WHAT THE TASK REQUIRES ::
Where does the string "dead" appear in the records? Copy each line that holds it.

DATA EXTRACTS ::
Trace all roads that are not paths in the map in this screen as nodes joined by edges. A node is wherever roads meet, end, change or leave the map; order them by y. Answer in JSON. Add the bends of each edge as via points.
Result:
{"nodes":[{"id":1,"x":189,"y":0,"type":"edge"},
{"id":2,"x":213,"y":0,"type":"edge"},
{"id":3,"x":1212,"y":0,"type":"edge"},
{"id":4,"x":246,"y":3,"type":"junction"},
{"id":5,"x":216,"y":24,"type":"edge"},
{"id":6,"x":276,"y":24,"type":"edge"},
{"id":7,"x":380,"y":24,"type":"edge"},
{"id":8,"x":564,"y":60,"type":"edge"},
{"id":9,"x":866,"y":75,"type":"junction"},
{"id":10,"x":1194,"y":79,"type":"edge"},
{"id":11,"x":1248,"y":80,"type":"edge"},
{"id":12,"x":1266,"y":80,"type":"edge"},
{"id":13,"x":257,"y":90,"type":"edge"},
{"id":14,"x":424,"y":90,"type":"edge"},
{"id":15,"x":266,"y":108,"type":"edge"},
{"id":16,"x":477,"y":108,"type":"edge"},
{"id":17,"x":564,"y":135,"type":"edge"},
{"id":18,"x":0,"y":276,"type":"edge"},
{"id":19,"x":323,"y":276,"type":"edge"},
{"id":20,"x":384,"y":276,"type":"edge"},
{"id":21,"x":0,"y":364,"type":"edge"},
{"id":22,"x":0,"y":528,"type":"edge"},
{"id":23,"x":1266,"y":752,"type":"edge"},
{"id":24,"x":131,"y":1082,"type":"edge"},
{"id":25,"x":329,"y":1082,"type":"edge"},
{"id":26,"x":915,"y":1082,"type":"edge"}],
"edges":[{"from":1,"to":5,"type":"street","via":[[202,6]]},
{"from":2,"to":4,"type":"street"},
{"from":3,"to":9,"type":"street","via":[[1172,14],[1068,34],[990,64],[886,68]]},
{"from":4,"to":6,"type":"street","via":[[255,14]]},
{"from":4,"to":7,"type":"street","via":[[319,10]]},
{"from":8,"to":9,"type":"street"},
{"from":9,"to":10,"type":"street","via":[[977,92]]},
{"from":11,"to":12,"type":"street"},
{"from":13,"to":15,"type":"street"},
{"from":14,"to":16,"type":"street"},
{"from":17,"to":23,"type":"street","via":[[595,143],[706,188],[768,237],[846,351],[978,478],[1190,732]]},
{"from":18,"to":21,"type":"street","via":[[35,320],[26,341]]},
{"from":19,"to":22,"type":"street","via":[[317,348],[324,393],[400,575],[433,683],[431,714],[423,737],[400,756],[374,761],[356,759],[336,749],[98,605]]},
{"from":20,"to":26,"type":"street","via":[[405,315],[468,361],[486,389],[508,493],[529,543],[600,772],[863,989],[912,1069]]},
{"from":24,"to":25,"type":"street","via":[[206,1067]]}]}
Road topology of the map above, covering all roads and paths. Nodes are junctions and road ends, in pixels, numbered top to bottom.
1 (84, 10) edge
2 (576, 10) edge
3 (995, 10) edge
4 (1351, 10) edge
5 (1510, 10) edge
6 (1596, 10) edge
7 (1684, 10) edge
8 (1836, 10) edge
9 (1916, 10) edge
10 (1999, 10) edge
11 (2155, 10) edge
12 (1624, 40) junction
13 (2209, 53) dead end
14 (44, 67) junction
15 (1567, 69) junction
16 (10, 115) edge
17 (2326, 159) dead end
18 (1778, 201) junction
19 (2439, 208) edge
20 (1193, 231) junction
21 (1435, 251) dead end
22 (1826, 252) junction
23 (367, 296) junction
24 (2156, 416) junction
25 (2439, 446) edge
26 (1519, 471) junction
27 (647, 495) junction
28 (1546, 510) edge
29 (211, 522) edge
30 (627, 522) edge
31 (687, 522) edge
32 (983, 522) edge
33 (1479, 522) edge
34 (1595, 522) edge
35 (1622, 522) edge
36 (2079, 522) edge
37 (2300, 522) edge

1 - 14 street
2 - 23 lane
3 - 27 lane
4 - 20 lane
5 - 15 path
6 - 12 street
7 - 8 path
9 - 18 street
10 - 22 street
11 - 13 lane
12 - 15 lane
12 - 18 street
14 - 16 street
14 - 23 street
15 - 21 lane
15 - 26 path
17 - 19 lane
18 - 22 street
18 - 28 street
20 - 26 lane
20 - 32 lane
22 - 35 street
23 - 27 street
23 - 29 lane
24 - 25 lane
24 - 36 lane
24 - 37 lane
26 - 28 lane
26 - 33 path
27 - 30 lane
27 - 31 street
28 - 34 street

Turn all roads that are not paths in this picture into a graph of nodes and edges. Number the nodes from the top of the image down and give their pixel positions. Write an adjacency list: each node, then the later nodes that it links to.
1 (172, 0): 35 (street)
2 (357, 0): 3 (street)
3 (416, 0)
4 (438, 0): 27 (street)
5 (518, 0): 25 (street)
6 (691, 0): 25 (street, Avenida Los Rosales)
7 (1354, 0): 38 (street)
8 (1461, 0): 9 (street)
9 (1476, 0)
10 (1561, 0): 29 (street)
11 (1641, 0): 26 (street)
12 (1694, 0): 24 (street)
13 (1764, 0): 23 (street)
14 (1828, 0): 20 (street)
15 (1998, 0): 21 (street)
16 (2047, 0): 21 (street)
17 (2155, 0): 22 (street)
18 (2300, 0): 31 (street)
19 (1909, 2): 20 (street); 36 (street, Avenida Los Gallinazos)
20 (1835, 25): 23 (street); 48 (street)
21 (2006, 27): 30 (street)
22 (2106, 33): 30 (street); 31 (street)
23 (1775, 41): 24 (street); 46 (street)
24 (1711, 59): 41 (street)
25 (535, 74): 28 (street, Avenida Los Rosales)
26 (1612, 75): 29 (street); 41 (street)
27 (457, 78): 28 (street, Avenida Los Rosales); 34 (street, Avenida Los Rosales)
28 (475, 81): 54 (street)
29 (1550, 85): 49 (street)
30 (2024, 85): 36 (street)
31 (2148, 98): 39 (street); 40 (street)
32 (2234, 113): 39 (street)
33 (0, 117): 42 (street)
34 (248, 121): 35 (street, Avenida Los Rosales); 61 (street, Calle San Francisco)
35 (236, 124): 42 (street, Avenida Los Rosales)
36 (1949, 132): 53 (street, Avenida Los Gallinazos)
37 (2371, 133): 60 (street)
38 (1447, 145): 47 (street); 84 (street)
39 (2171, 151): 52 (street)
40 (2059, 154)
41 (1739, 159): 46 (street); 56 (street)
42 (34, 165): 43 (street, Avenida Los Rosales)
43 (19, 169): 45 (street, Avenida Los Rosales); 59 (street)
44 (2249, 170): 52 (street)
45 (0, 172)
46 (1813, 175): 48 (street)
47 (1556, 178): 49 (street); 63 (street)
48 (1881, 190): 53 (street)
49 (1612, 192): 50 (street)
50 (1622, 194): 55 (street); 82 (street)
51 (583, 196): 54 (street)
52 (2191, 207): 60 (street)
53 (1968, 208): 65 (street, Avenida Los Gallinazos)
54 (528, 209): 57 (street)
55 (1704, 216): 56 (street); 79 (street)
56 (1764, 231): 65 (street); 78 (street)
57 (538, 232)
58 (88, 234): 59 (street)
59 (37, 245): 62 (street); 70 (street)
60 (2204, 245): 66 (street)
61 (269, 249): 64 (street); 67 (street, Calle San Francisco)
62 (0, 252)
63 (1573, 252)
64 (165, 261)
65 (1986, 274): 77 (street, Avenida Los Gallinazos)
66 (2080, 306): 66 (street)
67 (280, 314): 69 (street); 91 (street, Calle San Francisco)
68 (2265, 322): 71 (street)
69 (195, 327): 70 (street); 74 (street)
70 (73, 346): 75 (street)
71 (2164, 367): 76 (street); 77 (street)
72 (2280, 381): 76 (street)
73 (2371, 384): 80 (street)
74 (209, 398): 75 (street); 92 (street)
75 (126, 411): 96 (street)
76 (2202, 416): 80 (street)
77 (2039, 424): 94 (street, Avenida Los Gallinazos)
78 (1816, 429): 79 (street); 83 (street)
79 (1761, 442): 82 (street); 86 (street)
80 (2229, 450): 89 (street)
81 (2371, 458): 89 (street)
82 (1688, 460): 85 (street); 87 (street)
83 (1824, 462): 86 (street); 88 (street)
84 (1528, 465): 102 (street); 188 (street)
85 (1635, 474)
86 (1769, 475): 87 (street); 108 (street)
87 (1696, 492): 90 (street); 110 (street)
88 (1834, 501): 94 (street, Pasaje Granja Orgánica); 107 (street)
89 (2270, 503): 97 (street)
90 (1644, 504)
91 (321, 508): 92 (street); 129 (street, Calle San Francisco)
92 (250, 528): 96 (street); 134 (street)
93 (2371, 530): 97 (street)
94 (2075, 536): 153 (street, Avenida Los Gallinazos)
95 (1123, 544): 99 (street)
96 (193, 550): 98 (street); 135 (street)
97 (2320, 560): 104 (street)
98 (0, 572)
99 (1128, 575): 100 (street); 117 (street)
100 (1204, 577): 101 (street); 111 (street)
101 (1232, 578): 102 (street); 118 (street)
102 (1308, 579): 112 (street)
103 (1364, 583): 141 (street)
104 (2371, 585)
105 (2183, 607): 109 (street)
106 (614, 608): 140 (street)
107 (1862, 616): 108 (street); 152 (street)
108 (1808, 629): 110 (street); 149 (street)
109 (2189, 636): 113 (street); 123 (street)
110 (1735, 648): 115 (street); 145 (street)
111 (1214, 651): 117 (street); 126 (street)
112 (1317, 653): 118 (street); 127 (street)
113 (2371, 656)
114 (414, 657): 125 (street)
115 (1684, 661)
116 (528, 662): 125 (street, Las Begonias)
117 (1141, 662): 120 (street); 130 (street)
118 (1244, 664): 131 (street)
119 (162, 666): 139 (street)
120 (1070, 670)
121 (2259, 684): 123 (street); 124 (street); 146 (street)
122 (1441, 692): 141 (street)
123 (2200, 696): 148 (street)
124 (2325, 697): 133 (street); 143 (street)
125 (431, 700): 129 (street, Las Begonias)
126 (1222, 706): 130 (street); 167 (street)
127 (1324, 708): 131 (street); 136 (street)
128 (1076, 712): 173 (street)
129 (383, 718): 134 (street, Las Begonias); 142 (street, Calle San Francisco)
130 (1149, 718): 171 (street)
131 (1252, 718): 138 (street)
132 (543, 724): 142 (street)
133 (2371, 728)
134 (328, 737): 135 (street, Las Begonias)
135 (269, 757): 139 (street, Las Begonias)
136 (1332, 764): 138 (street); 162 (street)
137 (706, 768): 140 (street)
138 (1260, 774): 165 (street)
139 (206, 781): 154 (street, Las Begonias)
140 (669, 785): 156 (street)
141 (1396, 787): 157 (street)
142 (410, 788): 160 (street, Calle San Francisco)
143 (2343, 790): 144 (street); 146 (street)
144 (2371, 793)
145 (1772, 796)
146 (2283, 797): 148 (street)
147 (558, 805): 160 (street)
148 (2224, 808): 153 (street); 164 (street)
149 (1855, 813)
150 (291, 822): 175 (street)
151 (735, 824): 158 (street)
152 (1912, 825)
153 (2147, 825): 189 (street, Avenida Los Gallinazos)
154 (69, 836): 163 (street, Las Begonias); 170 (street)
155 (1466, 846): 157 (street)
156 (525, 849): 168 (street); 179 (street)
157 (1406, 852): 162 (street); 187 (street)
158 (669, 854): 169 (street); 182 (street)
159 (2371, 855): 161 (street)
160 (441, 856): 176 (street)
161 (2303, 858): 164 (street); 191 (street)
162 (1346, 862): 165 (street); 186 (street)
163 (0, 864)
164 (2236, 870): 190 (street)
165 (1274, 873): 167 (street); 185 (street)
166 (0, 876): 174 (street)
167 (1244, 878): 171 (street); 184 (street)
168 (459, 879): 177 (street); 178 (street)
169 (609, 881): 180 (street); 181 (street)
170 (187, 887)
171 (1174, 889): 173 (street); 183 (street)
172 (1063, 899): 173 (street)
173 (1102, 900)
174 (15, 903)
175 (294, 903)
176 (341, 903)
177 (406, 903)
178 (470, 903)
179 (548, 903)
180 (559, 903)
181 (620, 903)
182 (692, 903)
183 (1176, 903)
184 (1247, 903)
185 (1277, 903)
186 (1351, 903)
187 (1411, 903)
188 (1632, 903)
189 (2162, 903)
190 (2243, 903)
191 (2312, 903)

ANSWER TO THE PROBLEM ::
13 (2209, 53) dead end
17 (2326, 159) dead end
21 (1435, 251) dead end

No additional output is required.